I took our oldest grandson out with me to take pictures Saturday afternoon. At one point I parked the car in the Fulton Mansion parking lot, and told him to come with me and act like he was a television reporter.

Holding a plastic bowling pin as if it was a microphone, he stood in the wind and rain and said, “I’m reporter Ben Wilson, ‘recovering’ from Hurricane Harvey. Wait, Poppie, what am I doing” What’s the name of this hurricane?”

When I stopped laughing, I reminded him it’s always important to get the facts straight, and that he was “covering” the storm, not “recovering” from the storm.

After driving around for a while he became a bit bored and started asking when we were going home.

I figured he really wasn’t very impressed with Poppie’s job, considering he wanted to go back home and play inside (due to the inclement weather) instead of driving around Aransas County taking pictures!

The weekend ended up being a great one, including quality time with the grands, two opportunities to visit with my parents at their nursing home in New Braunfels (albeit through the window and talking via phone), getting out of town (i.e. – not working and not sitting at home), and knowing we gave our daughter and son-in-law a much-needed break from their “work at home, teach their kids at home, stay at home” routine.

One final thought.

If you enjoy reading inside stories about natural disasters, I encourage you to pick up a copy of The Great Deluge by New York Times Bestselling Author Douglas Brinkley.
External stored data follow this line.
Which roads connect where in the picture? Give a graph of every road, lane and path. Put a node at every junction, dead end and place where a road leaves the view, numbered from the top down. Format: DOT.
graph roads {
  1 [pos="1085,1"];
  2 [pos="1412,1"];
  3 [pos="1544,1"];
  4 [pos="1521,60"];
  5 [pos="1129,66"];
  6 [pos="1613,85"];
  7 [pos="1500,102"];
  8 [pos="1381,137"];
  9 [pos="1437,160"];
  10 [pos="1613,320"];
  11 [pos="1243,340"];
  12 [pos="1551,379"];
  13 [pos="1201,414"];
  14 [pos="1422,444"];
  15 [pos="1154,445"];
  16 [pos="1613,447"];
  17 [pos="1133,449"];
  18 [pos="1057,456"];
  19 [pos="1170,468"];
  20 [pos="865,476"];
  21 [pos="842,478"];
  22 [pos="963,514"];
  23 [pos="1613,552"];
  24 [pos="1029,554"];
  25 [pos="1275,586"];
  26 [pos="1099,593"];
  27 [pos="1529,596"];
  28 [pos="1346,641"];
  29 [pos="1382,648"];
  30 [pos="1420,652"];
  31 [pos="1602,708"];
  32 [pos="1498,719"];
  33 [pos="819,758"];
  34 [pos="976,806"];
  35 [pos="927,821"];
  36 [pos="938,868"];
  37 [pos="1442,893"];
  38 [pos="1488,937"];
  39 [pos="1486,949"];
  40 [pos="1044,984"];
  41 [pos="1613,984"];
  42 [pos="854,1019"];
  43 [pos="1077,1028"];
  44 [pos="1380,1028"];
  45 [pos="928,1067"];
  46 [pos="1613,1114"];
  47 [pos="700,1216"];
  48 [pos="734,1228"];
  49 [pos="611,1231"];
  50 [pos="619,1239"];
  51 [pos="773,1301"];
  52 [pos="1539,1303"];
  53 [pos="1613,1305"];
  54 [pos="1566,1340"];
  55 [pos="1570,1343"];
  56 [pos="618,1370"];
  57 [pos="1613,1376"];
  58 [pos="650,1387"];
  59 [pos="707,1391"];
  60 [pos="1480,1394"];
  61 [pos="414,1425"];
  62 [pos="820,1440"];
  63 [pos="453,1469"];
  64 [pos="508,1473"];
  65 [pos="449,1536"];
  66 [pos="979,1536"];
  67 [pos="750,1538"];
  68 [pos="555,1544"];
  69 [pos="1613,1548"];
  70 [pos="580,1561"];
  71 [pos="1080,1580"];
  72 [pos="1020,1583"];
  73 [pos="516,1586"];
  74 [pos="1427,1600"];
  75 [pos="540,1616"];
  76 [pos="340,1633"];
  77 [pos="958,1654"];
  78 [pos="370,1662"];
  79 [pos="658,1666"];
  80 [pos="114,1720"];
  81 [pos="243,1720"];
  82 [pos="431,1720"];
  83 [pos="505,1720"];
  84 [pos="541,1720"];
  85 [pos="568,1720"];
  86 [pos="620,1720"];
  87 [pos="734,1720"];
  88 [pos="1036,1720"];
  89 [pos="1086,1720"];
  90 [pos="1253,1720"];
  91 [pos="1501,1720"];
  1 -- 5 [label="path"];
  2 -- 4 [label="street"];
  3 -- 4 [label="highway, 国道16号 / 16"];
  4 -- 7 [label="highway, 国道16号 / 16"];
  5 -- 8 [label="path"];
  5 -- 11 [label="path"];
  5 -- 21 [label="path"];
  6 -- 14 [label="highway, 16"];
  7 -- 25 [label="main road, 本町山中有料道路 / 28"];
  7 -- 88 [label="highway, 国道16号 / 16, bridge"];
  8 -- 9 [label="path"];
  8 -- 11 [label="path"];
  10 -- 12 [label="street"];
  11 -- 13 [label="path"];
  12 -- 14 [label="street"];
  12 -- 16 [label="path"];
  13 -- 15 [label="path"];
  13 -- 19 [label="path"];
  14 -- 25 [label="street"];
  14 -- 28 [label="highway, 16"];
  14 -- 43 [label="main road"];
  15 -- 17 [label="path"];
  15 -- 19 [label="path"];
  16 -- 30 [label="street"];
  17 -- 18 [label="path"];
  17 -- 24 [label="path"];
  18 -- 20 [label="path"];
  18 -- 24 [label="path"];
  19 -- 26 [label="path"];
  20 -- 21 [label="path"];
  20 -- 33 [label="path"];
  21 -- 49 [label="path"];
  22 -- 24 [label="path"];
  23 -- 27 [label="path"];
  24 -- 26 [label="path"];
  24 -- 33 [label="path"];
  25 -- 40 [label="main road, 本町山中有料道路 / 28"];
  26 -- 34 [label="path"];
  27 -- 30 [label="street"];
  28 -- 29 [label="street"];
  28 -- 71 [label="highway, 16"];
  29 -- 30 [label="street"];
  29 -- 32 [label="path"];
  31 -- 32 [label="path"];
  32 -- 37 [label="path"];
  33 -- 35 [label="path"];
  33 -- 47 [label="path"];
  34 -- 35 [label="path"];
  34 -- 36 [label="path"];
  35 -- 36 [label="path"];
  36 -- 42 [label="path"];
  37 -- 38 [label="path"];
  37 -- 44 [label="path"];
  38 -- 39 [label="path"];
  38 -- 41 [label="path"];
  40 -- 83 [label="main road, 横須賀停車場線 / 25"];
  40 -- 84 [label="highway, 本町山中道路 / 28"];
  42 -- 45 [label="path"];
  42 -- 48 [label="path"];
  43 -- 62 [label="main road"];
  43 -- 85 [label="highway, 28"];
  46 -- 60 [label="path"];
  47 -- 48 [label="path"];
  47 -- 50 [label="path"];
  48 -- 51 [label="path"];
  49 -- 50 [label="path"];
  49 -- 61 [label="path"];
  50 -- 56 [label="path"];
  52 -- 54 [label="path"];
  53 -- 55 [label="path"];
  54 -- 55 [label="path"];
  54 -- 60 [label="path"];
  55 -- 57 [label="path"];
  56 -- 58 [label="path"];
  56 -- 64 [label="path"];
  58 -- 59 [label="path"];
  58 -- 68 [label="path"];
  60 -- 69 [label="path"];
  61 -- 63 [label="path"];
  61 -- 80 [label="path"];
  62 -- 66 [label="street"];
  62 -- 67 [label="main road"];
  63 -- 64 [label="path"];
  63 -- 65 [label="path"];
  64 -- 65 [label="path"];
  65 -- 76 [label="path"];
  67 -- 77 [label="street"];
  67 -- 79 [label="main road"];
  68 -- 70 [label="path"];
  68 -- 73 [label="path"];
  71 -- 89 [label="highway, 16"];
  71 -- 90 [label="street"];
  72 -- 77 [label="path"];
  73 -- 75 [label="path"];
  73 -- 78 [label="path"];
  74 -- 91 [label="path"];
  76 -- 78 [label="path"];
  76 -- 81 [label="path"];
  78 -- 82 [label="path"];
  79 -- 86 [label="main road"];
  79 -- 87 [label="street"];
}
A friend of mine called last week and said she had a book she thought I’d like to read.

Apparently, she knows me better than I know myself.

The Great Deluge is all about the lead up to Hurricane Katrina and its tragic aftermath, and the critical, and actually quite dumb decisions made by the New Orleans’ mayor and Louisiana governor prior to and after Katrina made landfall.

I take special interest in that story because I was born in New Orleans, and we lived through Hurricane Harvey.

Since starting the book, I turn off the TV at night and read in silence, until I fall asleep.

I’m actually enjoying my new routine, and it might become routine. If it holds, my wife might end up paying my friend $100 for that book!